Na democracia a posição de autoridade depende inteiramente da opinião dos destinatários da decisão. A autoridade, principalmente a executiva, reluta, pensa duas vezes, computa os efeitos da decisão e demora fa­­zendo esforço para incremento informacional, causando a sensação de tibieza. Francisco Cam­­pos, o ideólogo do Estado Novo, verberava contra a feminilidade forense da democracia e fazia apologia do caudilho hipnotizando as massas. Nas ditaduras a opinião dos destinatários da decisão é menos relevante ou até insignificante; a decisão é célere e se tem a impressão de firmeza viril, tanto que não há mulheres como chefes de ditaduras. Fácil perceber que a chance de erro aumenta quando diminui o tempo para decidir e a quantidade de informações computadas.

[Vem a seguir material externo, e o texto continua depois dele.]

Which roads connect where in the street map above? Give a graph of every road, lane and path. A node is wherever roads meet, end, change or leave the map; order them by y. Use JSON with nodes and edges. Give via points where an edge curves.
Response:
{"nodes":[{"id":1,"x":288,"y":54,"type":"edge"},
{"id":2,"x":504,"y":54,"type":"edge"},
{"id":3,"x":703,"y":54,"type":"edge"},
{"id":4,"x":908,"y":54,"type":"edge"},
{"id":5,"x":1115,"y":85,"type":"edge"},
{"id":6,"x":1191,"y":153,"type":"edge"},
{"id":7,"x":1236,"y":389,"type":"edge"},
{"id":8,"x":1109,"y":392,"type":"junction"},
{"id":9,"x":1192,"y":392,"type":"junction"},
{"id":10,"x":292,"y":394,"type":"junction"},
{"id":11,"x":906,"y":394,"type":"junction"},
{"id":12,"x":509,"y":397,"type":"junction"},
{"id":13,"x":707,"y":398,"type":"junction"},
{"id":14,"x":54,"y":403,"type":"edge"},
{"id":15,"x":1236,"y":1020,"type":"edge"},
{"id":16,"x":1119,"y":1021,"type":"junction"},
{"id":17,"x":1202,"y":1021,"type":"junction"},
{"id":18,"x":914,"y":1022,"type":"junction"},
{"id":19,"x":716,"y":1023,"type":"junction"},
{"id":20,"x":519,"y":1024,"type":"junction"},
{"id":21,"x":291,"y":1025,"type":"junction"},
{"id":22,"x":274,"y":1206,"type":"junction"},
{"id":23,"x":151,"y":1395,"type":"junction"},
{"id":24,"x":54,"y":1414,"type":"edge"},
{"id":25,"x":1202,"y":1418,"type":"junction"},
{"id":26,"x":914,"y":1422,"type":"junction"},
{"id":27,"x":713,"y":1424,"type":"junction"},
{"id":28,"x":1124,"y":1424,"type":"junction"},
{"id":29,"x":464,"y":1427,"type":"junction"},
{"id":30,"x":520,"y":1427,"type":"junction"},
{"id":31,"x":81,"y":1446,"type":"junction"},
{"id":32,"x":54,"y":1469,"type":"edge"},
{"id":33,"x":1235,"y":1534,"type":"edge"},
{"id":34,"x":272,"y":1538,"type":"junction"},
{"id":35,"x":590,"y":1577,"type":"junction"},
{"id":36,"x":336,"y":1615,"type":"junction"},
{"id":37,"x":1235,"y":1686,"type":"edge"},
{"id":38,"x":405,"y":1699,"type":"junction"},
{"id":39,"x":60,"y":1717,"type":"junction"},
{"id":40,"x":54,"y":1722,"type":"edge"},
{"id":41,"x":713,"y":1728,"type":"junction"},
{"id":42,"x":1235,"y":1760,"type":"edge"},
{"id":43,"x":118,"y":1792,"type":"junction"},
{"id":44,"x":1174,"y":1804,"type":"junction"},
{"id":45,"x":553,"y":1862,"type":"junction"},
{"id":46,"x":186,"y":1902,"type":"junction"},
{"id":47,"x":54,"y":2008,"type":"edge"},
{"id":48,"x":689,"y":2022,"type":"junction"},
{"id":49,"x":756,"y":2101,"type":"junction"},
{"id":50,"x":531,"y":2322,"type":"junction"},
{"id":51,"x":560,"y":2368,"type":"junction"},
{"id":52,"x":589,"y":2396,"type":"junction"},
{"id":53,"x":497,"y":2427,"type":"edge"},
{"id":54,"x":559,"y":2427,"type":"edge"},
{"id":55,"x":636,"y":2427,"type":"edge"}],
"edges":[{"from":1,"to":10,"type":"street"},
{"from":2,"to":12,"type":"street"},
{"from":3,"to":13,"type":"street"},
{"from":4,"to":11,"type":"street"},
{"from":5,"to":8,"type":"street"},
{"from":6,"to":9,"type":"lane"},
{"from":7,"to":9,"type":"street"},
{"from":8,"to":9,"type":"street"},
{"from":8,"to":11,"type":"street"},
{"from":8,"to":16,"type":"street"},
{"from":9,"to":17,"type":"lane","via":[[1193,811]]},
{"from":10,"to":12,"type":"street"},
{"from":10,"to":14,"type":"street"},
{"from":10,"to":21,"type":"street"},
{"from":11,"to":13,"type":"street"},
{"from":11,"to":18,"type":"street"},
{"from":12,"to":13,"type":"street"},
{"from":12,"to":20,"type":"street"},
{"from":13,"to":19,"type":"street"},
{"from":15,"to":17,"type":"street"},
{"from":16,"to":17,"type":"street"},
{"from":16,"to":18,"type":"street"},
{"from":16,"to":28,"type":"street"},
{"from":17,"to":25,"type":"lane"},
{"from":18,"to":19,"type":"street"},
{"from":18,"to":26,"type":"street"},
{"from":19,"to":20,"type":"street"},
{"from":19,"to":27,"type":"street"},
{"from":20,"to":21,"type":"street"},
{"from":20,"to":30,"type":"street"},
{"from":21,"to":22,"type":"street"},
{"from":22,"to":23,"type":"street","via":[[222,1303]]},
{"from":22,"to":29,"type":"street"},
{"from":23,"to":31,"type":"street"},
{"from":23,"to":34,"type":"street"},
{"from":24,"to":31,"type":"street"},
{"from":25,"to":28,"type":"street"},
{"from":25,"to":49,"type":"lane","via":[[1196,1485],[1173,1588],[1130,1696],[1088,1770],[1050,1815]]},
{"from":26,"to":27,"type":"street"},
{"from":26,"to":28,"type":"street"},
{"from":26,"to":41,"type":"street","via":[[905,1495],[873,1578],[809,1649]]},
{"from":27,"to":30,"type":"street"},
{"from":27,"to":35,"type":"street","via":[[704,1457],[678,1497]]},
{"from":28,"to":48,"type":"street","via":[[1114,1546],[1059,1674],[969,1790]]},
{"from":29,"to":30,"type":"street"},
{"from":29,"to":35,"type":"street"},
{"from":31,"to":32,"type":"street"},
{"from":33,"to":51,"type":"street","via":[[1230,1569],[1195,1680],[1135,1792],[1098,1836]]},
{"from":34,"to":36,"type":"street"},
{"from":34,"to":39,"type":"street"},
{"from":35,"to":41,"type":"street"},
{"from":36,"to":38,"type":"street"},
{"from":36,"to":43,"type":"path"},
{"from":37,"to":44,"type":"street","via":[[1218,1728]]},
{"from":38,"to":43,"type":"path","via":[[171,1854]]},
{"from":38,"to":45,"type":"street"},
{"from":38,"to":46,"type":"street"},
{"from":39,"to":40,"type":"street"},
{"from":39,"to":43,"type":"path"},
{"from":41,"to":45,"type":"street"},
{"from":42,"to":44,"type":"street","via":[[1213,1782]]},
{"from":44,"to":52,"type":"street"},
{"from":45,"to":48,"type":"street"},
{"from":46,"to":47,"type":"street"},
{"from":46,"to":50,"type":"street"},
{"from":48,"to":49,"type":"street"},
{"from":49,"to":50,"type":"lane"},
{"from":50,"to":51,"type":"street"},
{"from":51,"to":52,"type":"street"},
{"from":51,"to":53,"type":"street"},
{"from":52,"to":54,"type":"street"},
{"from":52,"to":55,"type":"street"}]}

Nas democracias, com as formalidades que consomem tempo para a tomada de decisões executivas e a participação da opinião de milhões de pessoas, as decisões tendem a acertos que, acumulados, geram prosperidade. As ditaduras respondem mais rápido às demandas imediatas, mas acumulam passivo de erros que fazem a casa desandar. O Brasil é exemplo perfeito de ditadura com crescimento econômico seguido de estagflação.

Ao senso comum a busca por informações, os debates são pura perda de tempo. Contudo, o mesmo senso diz que duas cabeças pensam melhor que uma. A democracia é, entre outras coisas, método decisório que reconhece a falibilidade humana e aumenta a diversidade de pensamento para obter melhor qualidade das decisões. O acúmulo de erros das ditaduras leva a tensões que explodem em violência. Os erros, nas democracias, são responsabilidade coletiva e as correções são feitas sem as agruras das explosões sociais.

Desistir da consolidação da democracia é voltar às sendas da pobreza.